What a difference a season makes. In 2019, South Dakota lawmakers passed a bill to legalize industrial plants, simply to observe that the measure vetoed from the state’s Republican Senate. Now, together with the governor turning course, a fresh hemp statement seems poised to become legislation.
On Tuesday, members of the South Dakota House of Representatives passed a proposition to legalize and regulate the development, processing, and transport of hemp. The bipartisan bill passed with overwhelming support, progressing on a 54-12 vote. It moves into the state Senate, where it’s also predicted to pass, finally arriving at the desk of Gov. Kristi Noem, who’s expected to finish her turnabout about the problem by signing the bill.
Governor Noem’s Anti-Hemp Stance
In past year’s session, Noem, who had been elected sheriff in 2018, vetoed a bill to industrialize hemp, asserting it would be a gateway into legal bud. She revealed her opposition past summer, writing in the Wall Street Journal that she’d veto any prospective hemp steps that arrive on her desk.
“When I was sworn in as South Dakota’s governor in January, opposing industrial plants and marijuana legalization weren’t in my list of important problems,” she wrote. “But throughout the first legislative session of my tenure, I vetoed a measure to legalize industrial hemp. If the problem comes up this season, I’ll veto it .”

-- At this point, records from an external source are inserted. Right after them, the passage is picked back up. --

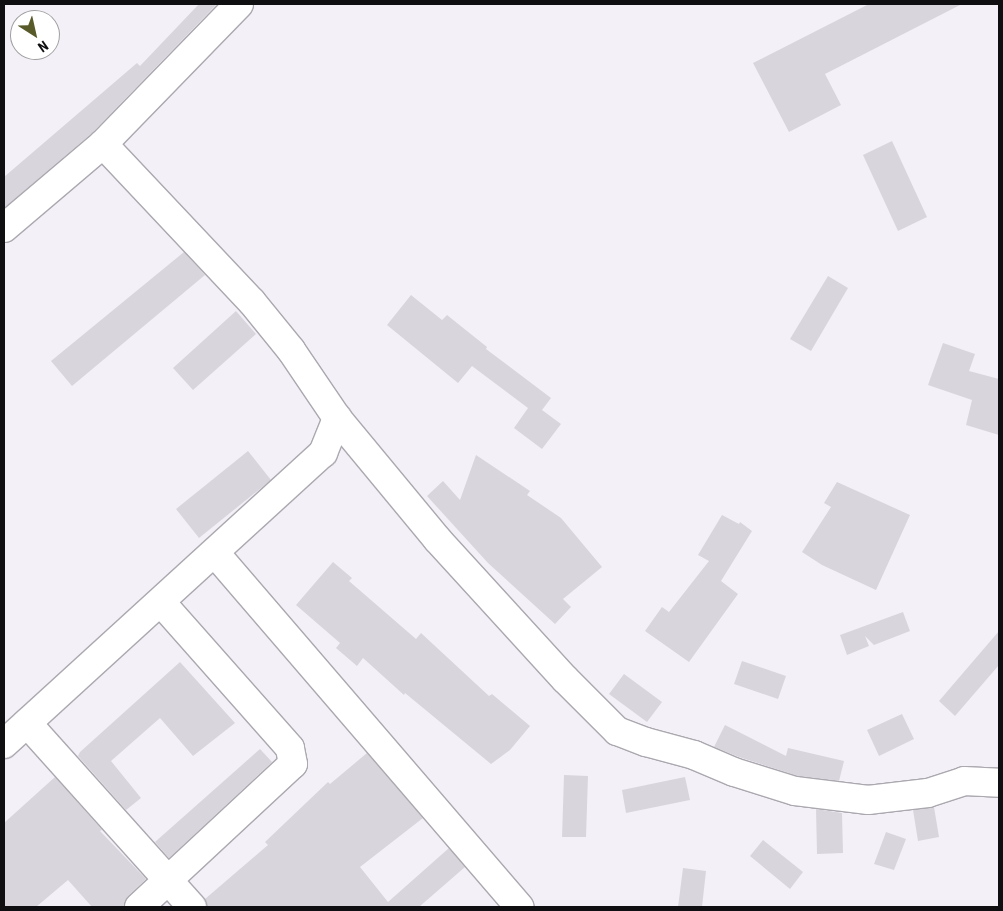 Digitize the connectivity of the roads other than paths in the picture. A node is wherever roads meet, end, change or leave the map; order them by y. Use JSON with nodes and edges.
{"nodes":[{"id":1,"x":239,"y":4,"type":"edge"},
{"id":2,"x":103,"y":144,"type":"junction"},
{"id":3,"x":4,"y":228,"type":"edge"},
{"id":4,"x":337,"y":418,"type":"junction"},
{"id":5,"x":215,"y":553,"type":"junction"},
{"id":6,"x":161,"y":602,"type":"junction"},
{"id":7,"x":27,"y":723,"type":"junction"},
{"id":8,"x":4,"y":744,"type":"edge"},
{"id":9,"x":999,"y":783,"type":"edge"},
{"id":10,"x":168,"y":880,"type":"junction"},
{"id":11,"x":138,"y":907,"type":"edge"},
{"id":12,"x":192,"y":907,"type":"edge"},
{"id":13,"x":520,"y":907,"type":"edge"}],
"edges":[{"from":1,"to":2,"type":"street"},
{"from":2,"to":3,"type":"street"},
{"from":2,"to":4,"type":"street"},
{"from":4,"to":5,"type":"street"},
{"from":4,"to":9,"type":"street"},
{"from":5,"to":6,"type":"street"},
{"from":5,"to":13,"type":"street"},
{"from":6,"to":7,"type":"street"},
{"from":6,"to":10,"type":"street"},
{"from":7,"to":8,"type":"street"},
{"from":7,"to":10,"type":"street"},
{"from":10,"to":11,"type":"street"},
{"from":10,"to":12,"type":"street"}]} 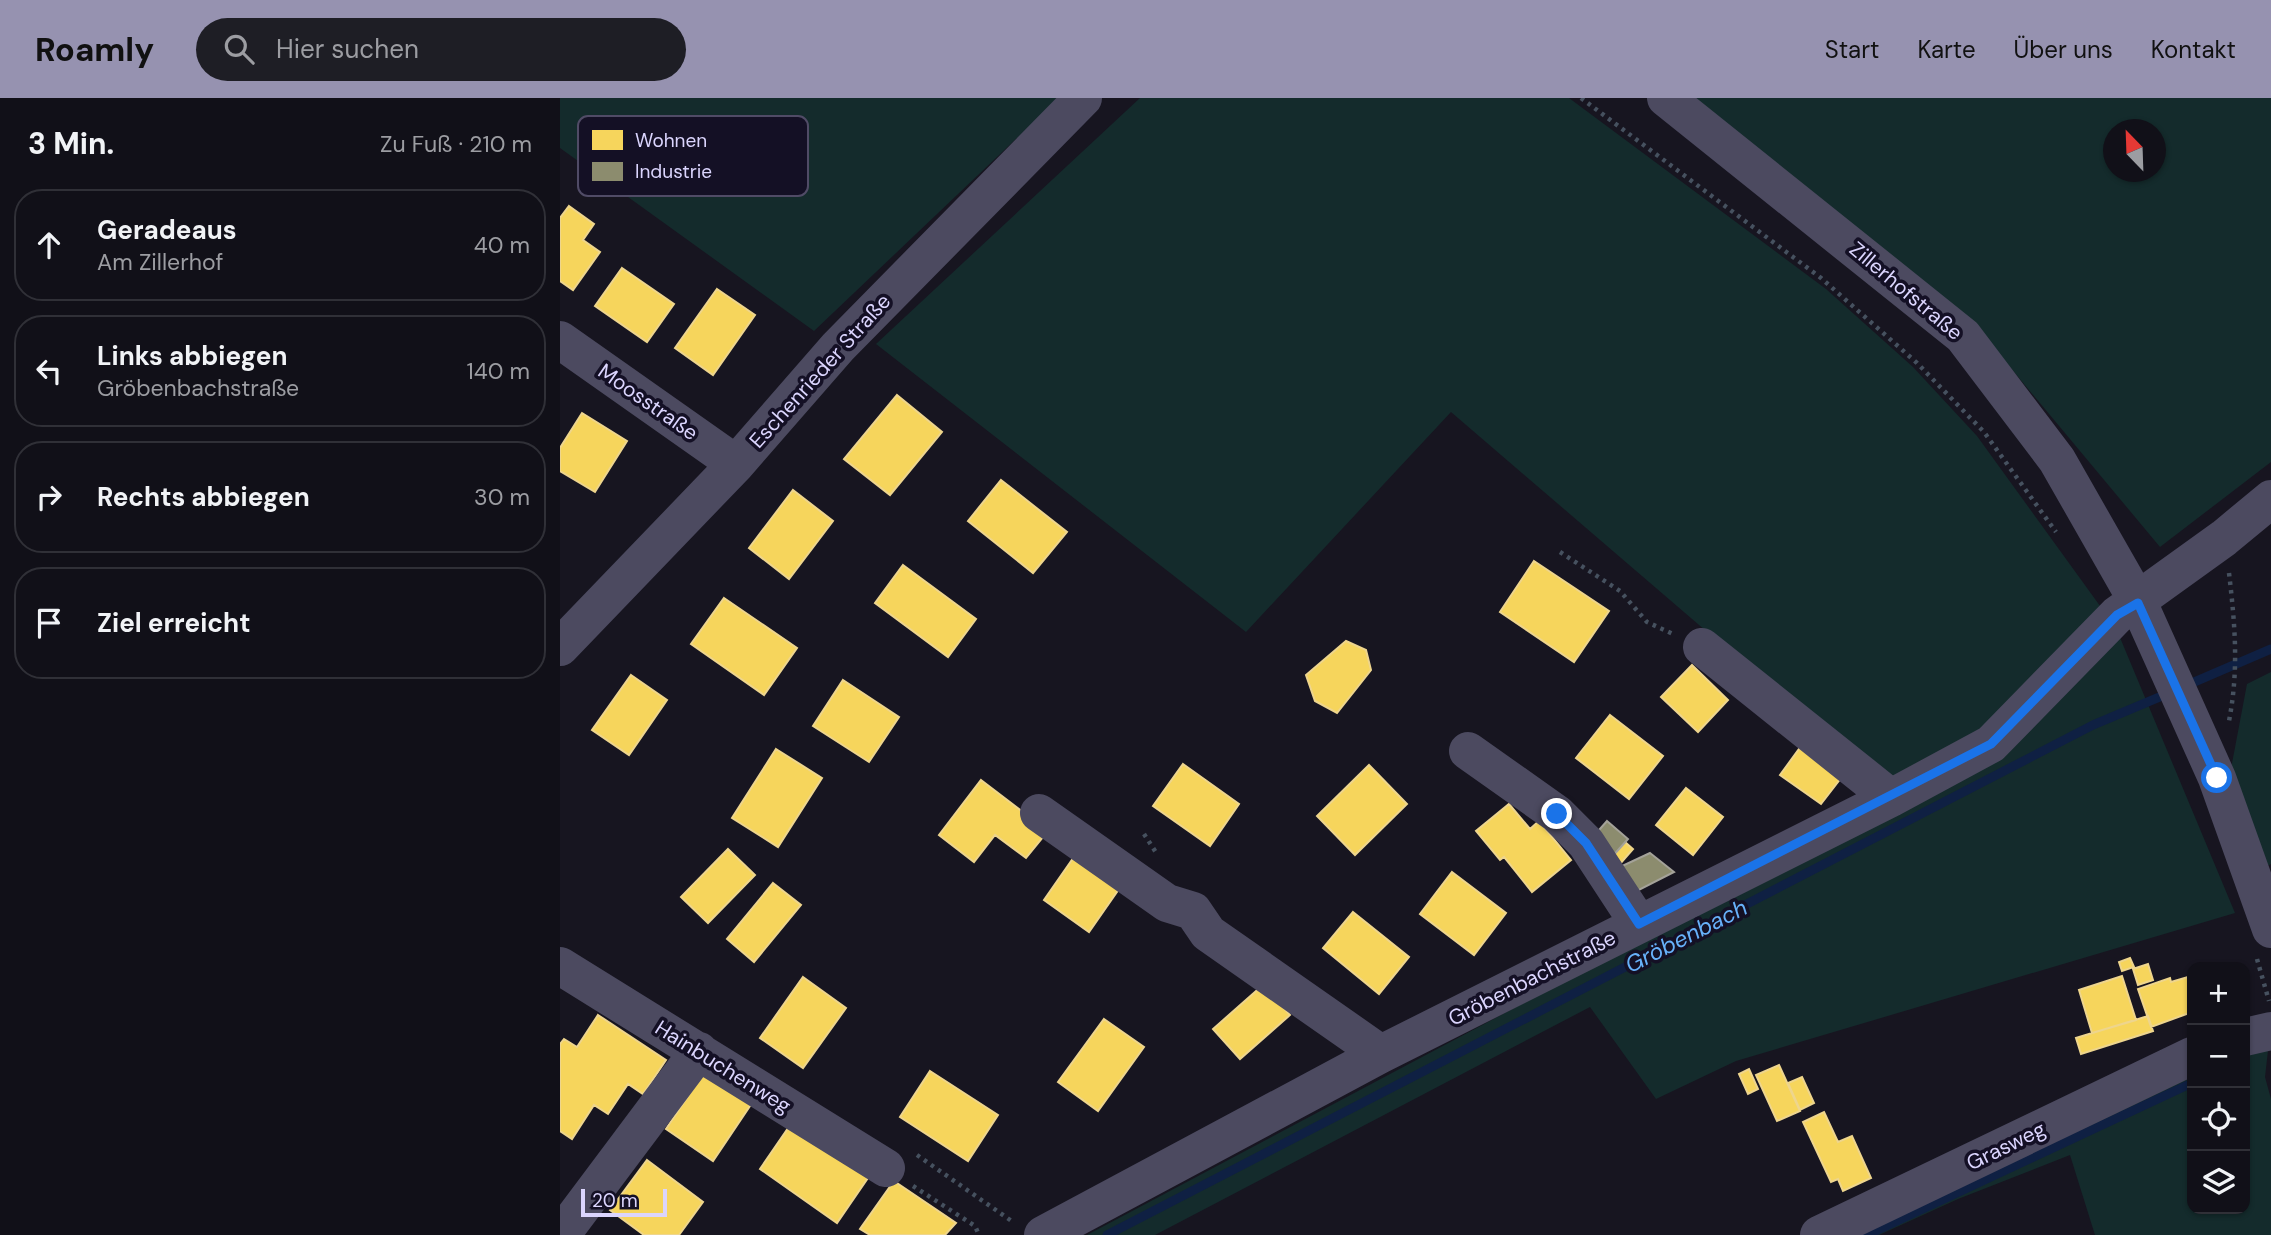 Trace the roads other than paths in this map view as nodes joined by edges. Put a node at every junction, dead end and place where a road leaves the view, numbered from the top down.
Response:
1 (1083, 98) edge
2 (1666, 98) edge
3 (560, 340) edge
4 (736, 464) junction
5 (2271, 499) edge
6 (2138, 603) junction
7 (560, 647) edge
8 (1702, 648) road end
9 (1468, 751) dead end
10 (1891, 798) junction
11 (1039, 813) dead end
12 (2263, 876) edge
13 (1639, 924) junction
14 (2271, 929) edge
15 (560, 966) edge
16 (2271, 1031) edge
17 (2250, 1036) edge
18 (699, 1051) junction
19 (1381, 1054) junction
20 (2187, 1058) edge
21 (896, 1158) road end
22 (560, 1228) edge
23 (1031, 1231) edge
24 (1819, 1235) edge

1 - 4 street, Eschenrieder Straße
2 - 6 street, Zillerhofstraße
3 - 4 street, Moosstraße
4 - 7 street, Eschenrieder Straße
5 - 6 street, Gröbenbachstraße
6 - 10 street, Gröbenbachstraße
6 - 12 street, Zillerhofstraße
8 - 10 street
9 - 13 street
10 - 13 street, Gröbenbachstraße
11 - 19 street
12 - 14 street, Zillerhofstraße
13 - 19 street, Gröbenbachstraße
15 - 18 street, Hainbuchenweg
16 - 17 street
18 - 21 street, Hainbuchenweg
18 - 22 street
19 - 23 street, Gröbenbachstraße
20 - 24 street, Grasweg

Her objections puzzled many in the country, such as Republicans in the legislature who endorsed the measure. Noem’s resistance was peculiar given that, as a congresswoman, she hunted for its 2018 national Farm Bill that permitted countries to legalize industrial hemp. The editorial board of Agweek criticized Noem’s intransigence on the matter, stating that she’d”taken a public place which certainly works against South Dakota agriculture”

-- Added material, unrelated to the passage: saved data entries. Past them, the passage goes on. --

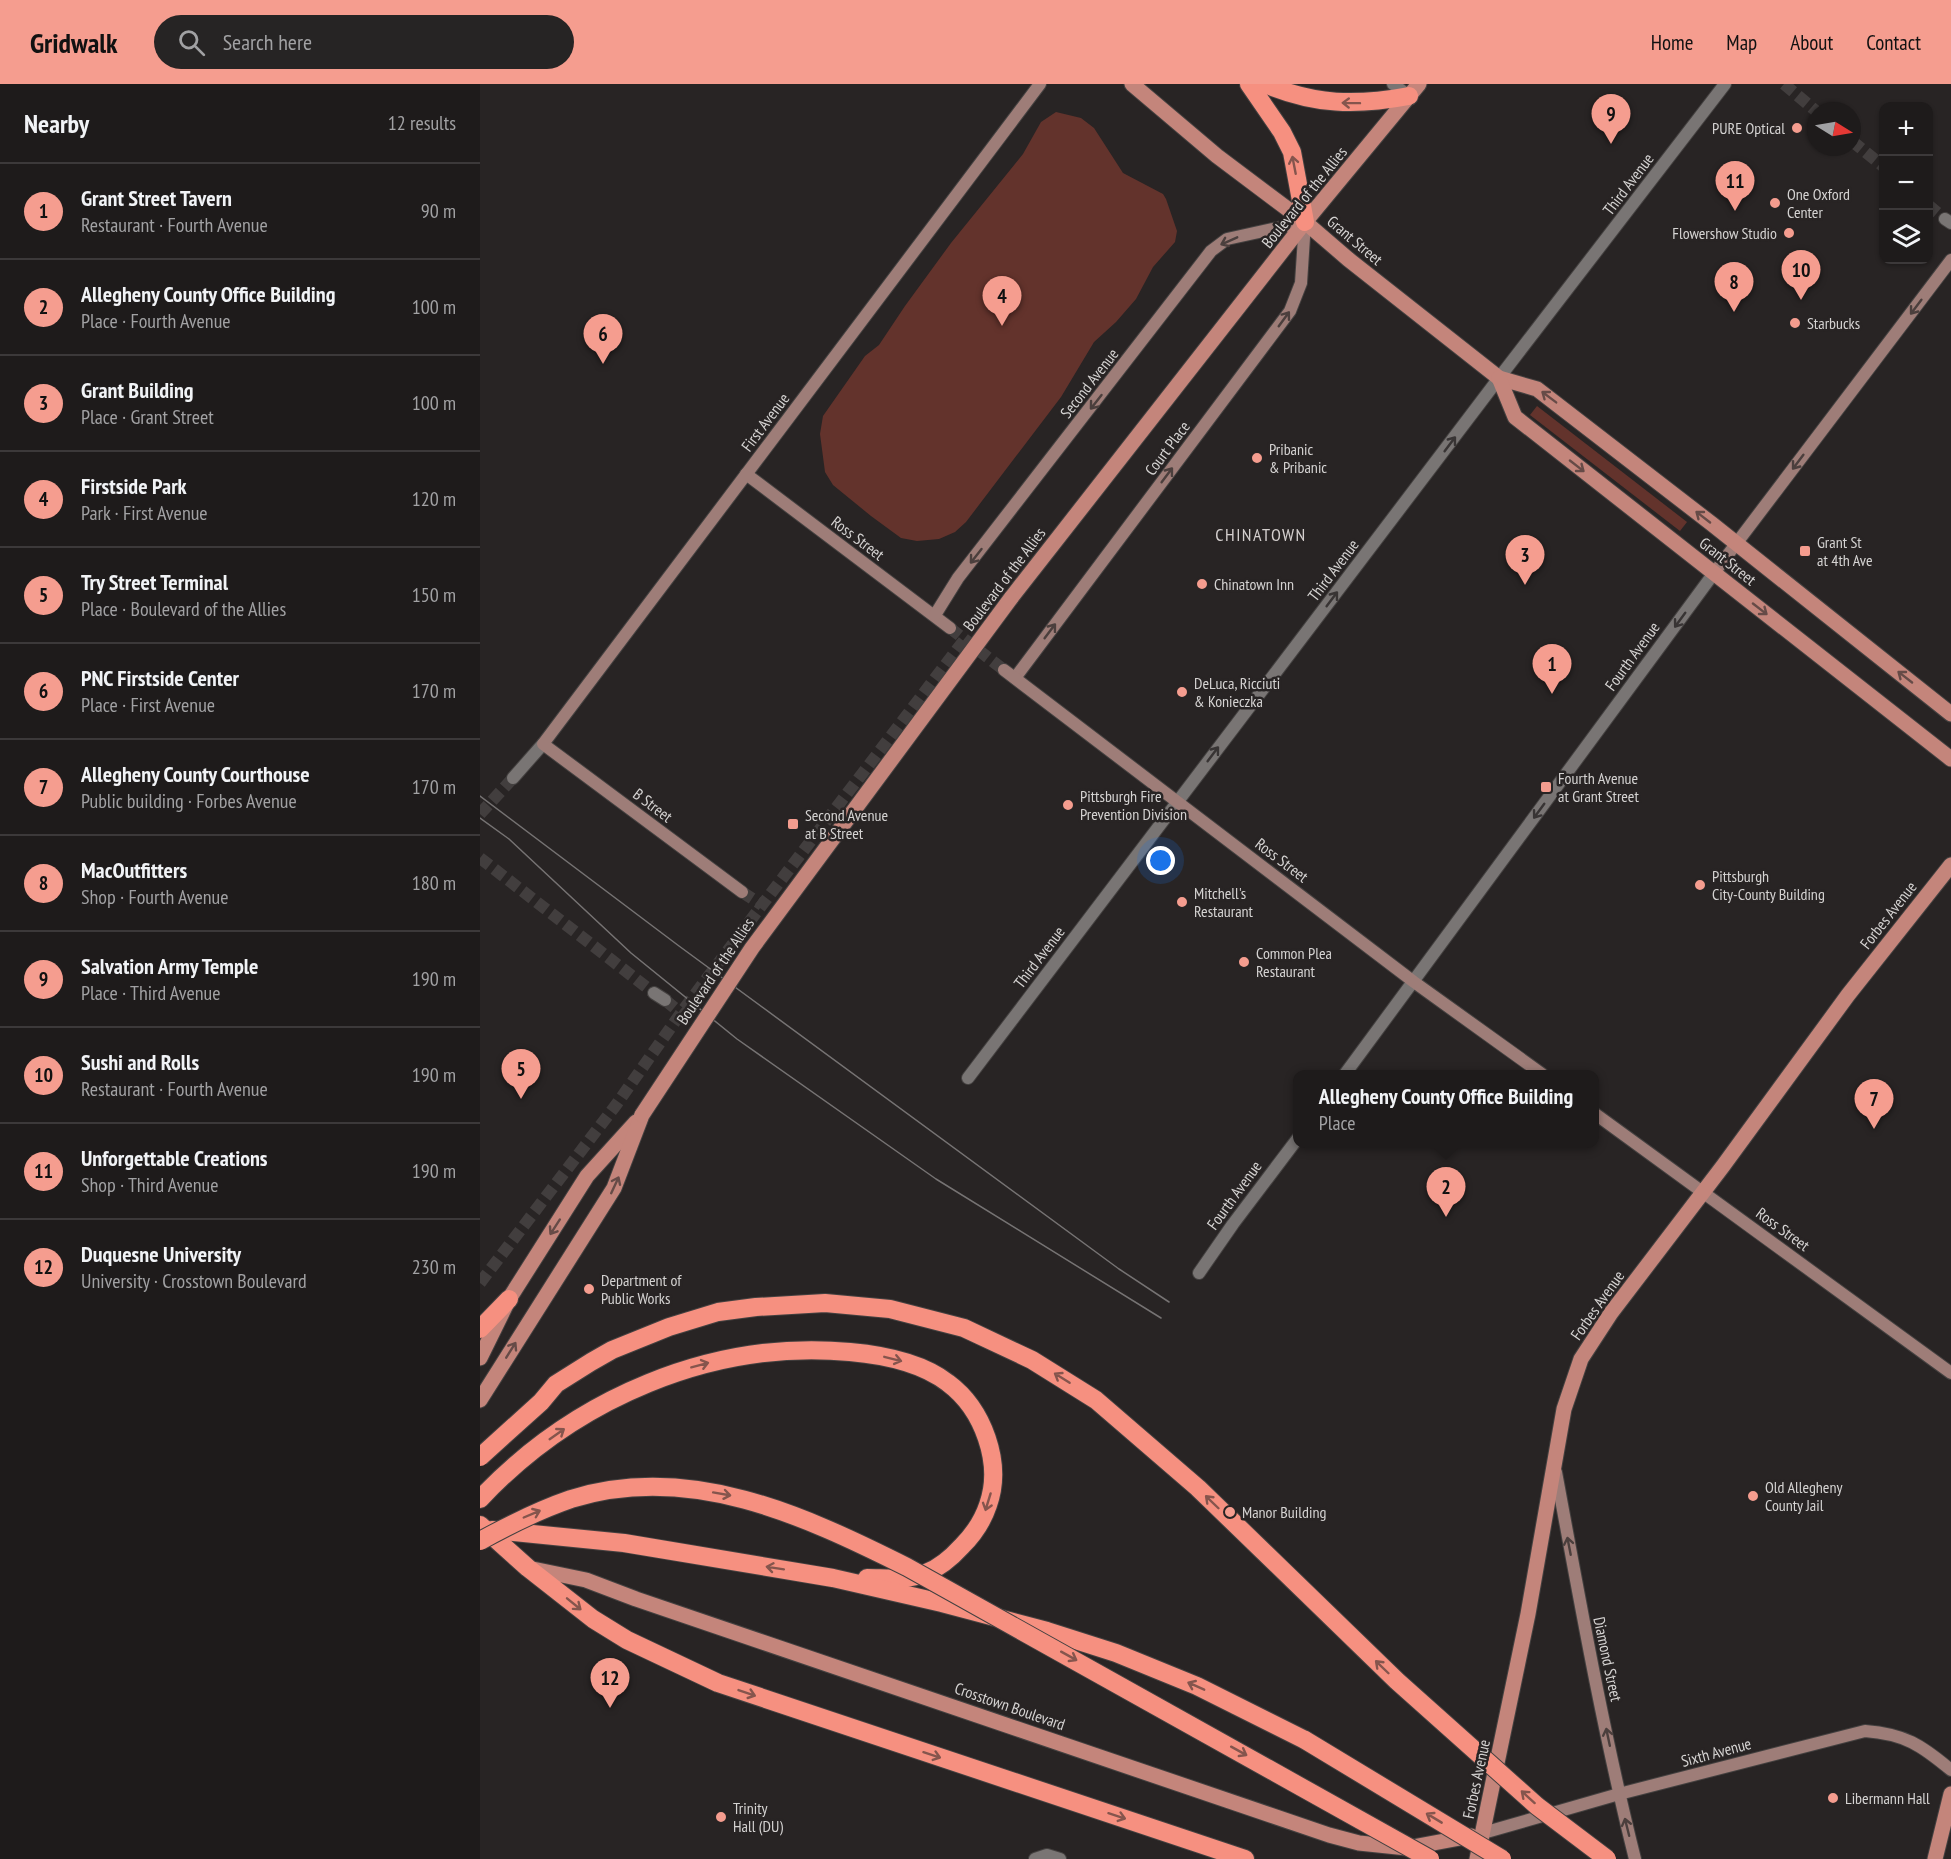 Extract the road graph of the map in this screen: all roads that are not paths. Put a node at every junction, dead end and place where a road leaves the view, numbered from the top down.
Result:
1 (1040, 84) edge
2 (1132, 84) edge
3 (1249, 84) edge
4 (1265, 84) edge
5 (1393, 84) edge
6 (1725, 84) edge
7 (1414, 90) edge
8 (1305, 222) junction
9 (1951, 260) edge
10 (1499, 378) junction
11 (746, 474) junction
12 (1737, 543) junction
13 (1714, 573) junction
14 (934, 615) junction
15 (950, 628) tunnel mouth
16 (1004, 670) tunnel mouth
17 (1015, 678) junction
18 (1951, 714) edge
19 (543, 744) junction
20 (1951, 759) edge
21 (513, 778) tunnel mouth
22 (1178, 801) junction
23 (1951, 865) edge
24 (742, 892) tunnel mouth
25 (1414, 982) junction
26 (654, 993) tunnel mouth
27 (665, 1000) tunnel mouth
28 (1348, 1070) edge
29 (1536, 1070) edge
30 (968, 1078) dead end
31 (642, 1115) junction
32 (1599, 1117) edge
33 (1293, 1145) edge
34 (1702, 1191) junction
35 (1199, 1274) dead end
36 (509, 1299) junction
37 (480, 1329) edge
38 (480, 1358) edge
39 (1951, 1373) edge
40 (480, 1400) edge
41 (480, 1457) edge
42 (1554, 1465) junction
43 (480, 1499) edge
44 (481, 1532) edge
45 (528, 1568) junction
46 (833, 1578) junction
47 (1951, 1770) edge
48 (1619, 1794) junction
49 (1951, 1794) edge
50 (1483, 1833) junction
51 (1035, 1859) edge
52 (1060, 1859) edge
53 (1245, 1859) edge
54 (1430, 1859) edge
55 (1477, 1859) edge
56 (1502, 1859) edge
57 (1607, 1859) edge
58 (1635, 1859) edge
59 (1935, 1859) edge

1 - 11 main road, First Avenue
2 - 8 main road, Grant Street
8 -> 3 highway
7 -> 4 highway
5 - 7 street
6 - 10 street, Third Avenue
7 - 8 main road, Boulevard of the Allies
8 - 10 main road, Grant Street
8 -> 14 main road, Second Avenue
17 -> 8 main road, Court Place
8 - 31 main road, Boulevard of the Allies, bridge
9 -> 12 main road, Fourth Avenue
12 -> 10 main road, Grant Street
10 -> 13 main road, Grant Street
22 -> 10 street, Third Avenue
11 - 14 main road, Ross Street
11 - 19 main road, First Avenue
12 - 13 main road, Fourth Avenue
18 -> 12 main road, Grant Street
13 -> 20 main road, Grant Street
13 -> 25 street, Fourth Avenue
14 - 15 main road, Ross Street
16 - 17 main road, Ross Street
17 - 22 main road, Ross Street
19 - 21 street, First Avenue
19 - 24 main road, B Street
22 - 25 main road, Ross Street
22 - 30 street, Third Avenue
23 - 34 main road, Forbes Avenue
25 - 28 street, Fourth Avenue
25 - 29 main road, Ross Street
26 - 27 street
31 -> 36 main road, Boulevard of the Allies
40 -> 31 main road, Boulevard of the Allies
32 - 34 main road, Ross Street
33 - 35 street, Fourth Avenue
34 - 39 main road, Ross Street
34 - 42 main road, Forbes Avenue
36 - 37 highway
36 - 38 main road, Boulevard of the Allies
57 -> 41 highway, bridge
48 -> 42 main road, Diamond Street
42 - 50 main road, Forbes Avenue
43 -> 46 highway
44 - 45 highway
46 -> 44 highway
44 -> 54 highway, bridge
45 - 50 main road, Crosstown Boulevard
45 -> 53 highway
56 -> 46 highway, bridge
47 - 48 main road, Sixth Avenue
48 - 50 main road, Sixth Avenue
58 -> 48 main road, Diamond Street
49 - 59 main road
50 - 55 main road, Forbes Avenue
51 - 52 street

“It is widely known in ag circles which industrial plants, which is quite distinct from bud, is ideal for marginal property,” the editorial stated. “It is widely known in ag circles which industrial plants possibly could create profits for its hard-pressed South Dakota ag operators farming that property.”
However, from the beginning of this season, Noem stated she was prepared to lose her opposition to hemp, although she indicated she has misgivings.
“I wanted to be very palms-up together with the Legislature,” Noem told local tv channel KELO in January. “I don’t believe this is a superb thought for South Dakota, but I understand they’re seeking a solution.”
The new bill that passed the House this week may need all hemp plants to be analyzed for THC.